Segment Open
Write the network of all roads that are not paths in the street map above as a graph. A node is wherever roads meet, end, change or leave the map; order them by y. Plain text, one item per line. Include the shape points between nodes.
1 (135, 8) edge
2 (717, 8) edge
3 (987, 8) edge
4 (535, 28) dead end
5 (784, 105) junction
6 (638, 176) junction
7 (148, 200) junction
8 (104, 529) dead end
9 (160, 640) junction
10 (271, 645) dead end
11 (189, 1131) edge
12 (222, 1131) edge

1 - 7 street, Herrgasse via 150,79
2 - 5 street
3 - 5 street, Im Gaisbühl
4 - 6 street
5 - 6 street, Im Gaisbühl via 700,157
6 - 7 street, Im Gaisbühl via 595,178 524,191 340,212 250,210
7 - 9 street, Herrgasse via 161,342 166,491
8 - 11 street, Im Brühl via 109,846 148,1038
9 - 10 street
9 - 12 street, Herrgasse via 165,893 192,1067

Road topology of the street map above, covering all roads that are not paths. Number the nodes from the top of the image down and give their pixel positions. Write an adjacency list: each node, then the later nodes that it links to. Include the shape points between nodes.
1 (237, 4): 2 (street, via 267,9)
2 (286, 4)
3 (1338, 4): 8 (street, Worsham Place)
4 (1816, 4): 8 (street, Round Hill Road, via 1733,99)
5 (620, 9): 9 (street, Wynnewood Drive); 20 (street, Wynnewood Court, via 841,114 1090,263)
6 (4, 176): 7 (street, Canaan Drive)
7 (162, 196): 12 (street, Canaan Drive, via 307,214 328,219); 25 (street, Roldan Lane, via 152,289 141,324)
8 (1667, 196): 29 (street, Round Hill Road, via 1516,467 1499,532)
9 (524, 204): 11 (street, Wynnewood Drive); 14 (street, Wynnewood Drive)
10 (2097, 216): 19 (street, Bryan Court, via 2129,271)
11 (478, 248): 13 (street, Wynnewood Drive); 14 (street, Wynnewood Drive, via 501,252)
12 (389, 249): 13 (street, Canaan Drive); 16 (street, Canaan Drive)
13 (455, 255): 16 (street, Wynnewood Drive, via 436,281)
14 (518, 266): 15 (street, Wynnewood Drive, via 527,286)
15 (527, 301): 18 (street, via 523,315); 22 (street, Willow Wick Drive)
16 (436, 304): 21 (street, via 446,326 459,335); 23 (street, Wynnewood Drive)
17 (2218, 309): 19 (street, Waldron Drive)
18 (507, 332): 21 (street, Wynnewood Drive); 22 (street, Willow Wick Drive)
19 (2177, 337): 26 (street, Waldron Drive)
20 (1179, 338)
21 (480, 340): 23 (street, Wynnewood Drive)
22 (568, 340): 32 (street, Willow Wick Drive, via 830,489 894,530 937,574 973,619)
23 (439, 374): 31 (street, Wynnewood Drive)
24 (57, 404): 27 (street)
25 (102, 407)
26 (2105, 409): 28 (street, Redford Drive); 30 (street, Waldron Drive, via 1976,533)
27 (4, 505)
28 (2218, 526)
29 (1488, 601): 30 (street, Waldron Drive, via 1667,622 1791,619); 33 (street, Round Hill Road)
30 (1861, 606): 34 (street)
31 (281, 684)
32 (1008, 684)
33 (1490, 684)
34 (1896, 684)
Segment Closed
§ **EXERCISE**
Output each entry exactly as written, leaving none out.

§ **SOLUTION FOR THIS EXERCISE**
Write the network of all roads that are not paths in the street map above as a graph. A node is wherever roads meet, end, change or leave the map; order them by y. Plain text, one item per line. Include the shape points between nodes.
1 (135, 8) edge
2 (717, 8) edge
3 (987, 8) edge
4 (535, 28) dead end
5 (784, 105) junction
6 (638, 176) junction
7 (148, 200) junction
8 (104, 529) dead end
9 (160, 640) junction
10 (271, 645) dead end
11 (189, 1131) edge
12 (222, 1131) edge

1 - 7 street, Herrgasse via 150,79
2 - 5 street
3 - 5 street, Im Gaisbühl
4 - 6 street
5 - 6 street, Im Gaisbühl via 700,157
6 - 7 street, Im Gaisbühl via 595,178 524,191 340,212 250,210
7 - 9 street, Herrgasse via 161,342 166,491
8 - 11 street, Im Brühl via 109,846 148,1038
9 - 10 street
9 - 12 street, Herrgasse via 165,893 192,1067

Road topology of the street map above, covering all roads that are not paths. Number the nodes from the top of the image down and give their pixel positions. Write an adjacency list: each node, then the later nodes that it links to. Include the shape points between nodes.
1 (237, 4): 2 (street, via 267,9)
2 (286, 4)
3 (1338, 4): 8 (street, Worsham Place)
4 (1816, 4): 8 (street, Round Hill Road, via 1733,99)
5 (620, 9): 9 (street, Wynnewood Drive); 20 (street, Wynnewood Court, via 841,114 1090,263)
6 (4, 176): 7 (street, Canaan Drive)
7 (162, 196): 12 (street, Canaan Drive, via 307,214 328,219); 25 (street, Roldan Lane, via 152,289 141,324)
8 (1667, 196): 29 (street, Round Hill Road, via 1516,467 1499,532)
9 (524, 204): 11 (street, Wynnewood Drive); 14 (street, Wynnewood Drive)
10 (2097, 216): 19 (street, Bryan Court, via 2129,271)
11 (478, 248): 13 (street, Wynnewood Drive); 14 (street, Wynnewood Drive, via 501,252)
12 (389, 249): 13 (street, Canaan Drive); 16 (street, Canaan Drive)
13 (455, 255): 16 (street, Wynnewood Drive, via 436,281)
14 (518, 266): 15 (street, Wynnewood Drive, via 527,286)
15 (527, 301): 18 (street, via 523,315); 22 (street, Willow Wick Drive)
16 (436, 304): 21 (street, via 446,326 459,335); 23 (street, Wynnewood Drive)
17 (2218, 309): 19 (street, Waldron Drive)
18 (507, 332): 21 (street, Wynnewood Drive); 22 (street, Willow Wick Drive)
19 (2177, 337): 26 (street, Waldron Drive)
20 (1179, 338)
21 (480, 340): 23 (street, Wynnewood Drive)
22 (568, 340): 32 (street, Willow Wick Drive, via 830,489 894,530 937,574 973,619)
23 (439, 374): 31 (street, Wynnewood Drive)
24 (57, 404): 27 (street)
25 (102, 407)
26 (2105, 409): 28 (street, Redford Drive); 30 (street, Waldron Drive, via 1976,533)
27 (4, 505)
28 (2218, 526)
29 (1488, 601): 30 (street, Waldron Drive, via 1667,622 1791,619); 33 (street, Round Hill Road)
30 (1861, 606): 34 (street)
31 (281, 684)
32 (1008, 684)
33 (1490, 684)
34 (1896, 684)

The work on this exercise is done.